Ana Tereza Milanez de Lossio e Seiblitz or Tereza Seiblitz (born June 29, 1964) is a Brazilian actress.

She made an appearance in the Brazilian series, Malhação, on the Rede Globo network, in 2002. She was also the protagonist on the Brazilian telenovela Explode Coração, of Glória Perez, in 1995, opposite the Brazilian actor Edson Celulari.

Currently, she plays Lígia Salgado, a mother and desperate housewife, in the Brazilian version of Desperate Housewives, Donas de Casa Desesperadas. In original version of this series, the character is Lynette Scavo, interpreted for Felicity Huffman.

== Biography ==

Daughter of the anthropologist Zélia and of the doctor Maurício Seiblitz, Tereza graduated in Literature and Artistic Education.

Her surname Milanez is from her grandfather, José de Brito Milanez, who came from the region between Paraíba and Pernambuco, from Lossio and Seiblitz came from the family of her father, who is of Spanish origin.

==Career==
She began in artistic life as a dancer, through her gift of dancing participated in musicals in the theater. He studied at CAL with Paulo Betti, Moacyr Góes and Tizuka Yamazaki, with whom he had the opportunity to be directed in the feature film Fica Comigo.

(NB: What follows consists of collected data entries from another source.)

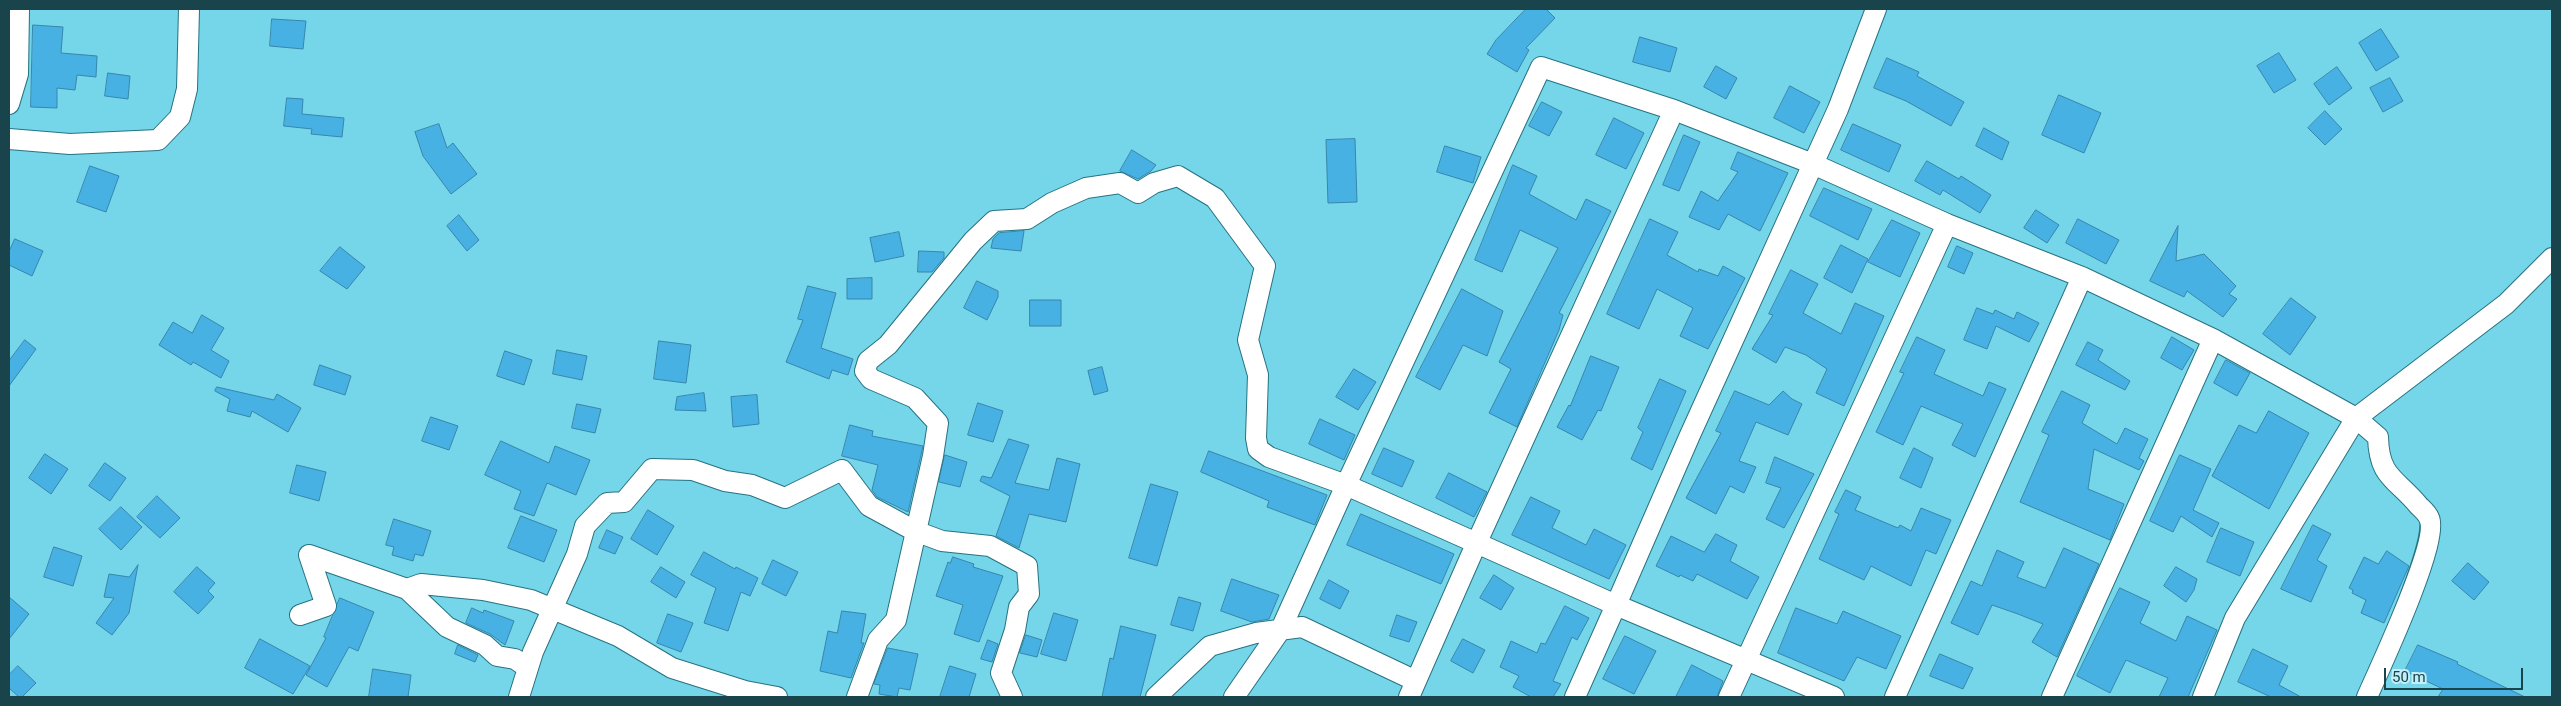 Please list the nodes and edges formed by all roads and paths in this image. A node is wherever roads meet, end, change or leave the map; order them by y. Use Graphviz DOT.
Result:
graph roads {
  1 [pos="189,9"];
  2 [pos="1876,9"];
  3 [pos="16,13"];
  4 [pos="9,104"];
  5 [pos="1674,110"];
  6 [pos="9,139"];
  7 [pos="1813,164"];
  8 [pos="1947,224"];
  9 [pos="2552,258"];
  10 [pos="2082,277"];
  11 [pos="2213,339"];
  12 [pos="2356,418"];
  13 [pos="1346,485"];
  14 [pos="915,532"];
  15 [pos="1477,542"];
  16 [pos="407,589"];
  17 [pos="1616,605"];
  18 [pos="551,608"];
  19 [pos="300,616"];
  20 [pos="1281,629"];
  21 [pos="1746,660"];
  22 [pos="528,668"];
  23 [pos="1413,689"];
  24 [pos="519,697"];
  25 [pos="777,697"];
  26 [pos="857,697"];
  27 [pos="1012,697"];
  28 [pos="1156,697"];
  29 [pos="1234,697"];
  30 [pos="1575,697"];
  31 [pos="1729,697"];
  32 [pos="1834,697"];
  33 [pos="1895,697"];
  34 [pos="2052,697"];
  35 [pos="2203,697"];
  36 [pos="2367,697"];
  1 -- 6 [label="street"];
  2 -- 7 [label="street"];
  3 -- 4 [label="street"];
  5 -- 7 [label="street"];
  5 -- 13 [label="street"];
  5 -- 15 [label="street"];
  7 -- 8 [label="street"];
  7 -- 17 [label="street"];
  8 -- 10 [label="street"];
  8 -- 21 [label="street"];
  9 -- 12 [label="street"];
  10 -- 11 [label="street"];
  10 -- 33 [label="street"];
  11 -- 12 [label="street"];
  11 -- 34 [label="street"];
  12 -- 35 [label="street"];
  12 -- 36 [label="street"];
  13 -- 14 [label="street"];
  13 -- 15 [label="street"];
  13 -- 20 [label="street"];
  14 -- 18 [label="street"];
  14 -- 26 [label="street"];
  14 -- 27 [label="street"];
  15 -- 17 [label="street"];
  15 -- 23 [label="street"];
  16 -- 18 [label="street"];
  16 -- 19 [label="street"];
  16 -- 22 [label="street"];
  17 -- 21 [label="street"];
  17 -- 30 [label="street"];
  18 -- 22 [label="street"];
  18 -- 25 [label="street"];
  20 -- 23 [label="street"];
  20 -- 28 [label="street"];
  20 -- 29 [label="street"];
  21 -- 31 [label="street"];
  21 -- 32 [label="street"];
  22 -- 24 [label="street"];
}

The actress made her debut on television in the great success Barriga de Aluguel, where she lived the antagonist Laura, then made Pedra sobre Pedra, gained notoriety in the novel Renascer as a wife of Tião Galinha, played by Osmar Prado, later in the plot, would live a romance with the priest Lívio (Jackson Costa). In 1994, Tereza starred in the special Uma Mulher Vestida de Sol and in 1995, she starred in the telenovela Explode Coração, by Glória Perez, as the gypsy Dara, alongside Edson Celulari. In 2002, he participated in Malhação. He also performed three episodes of Você Decide, a Renato Aragão Especial, and a Linha Direta.

From August 2007 to January 2008, she played the character Lígia Salgado, a housewife, in the Brazilian version of Desperate Housewives, in Rede TV, directed by Fábio Barreto.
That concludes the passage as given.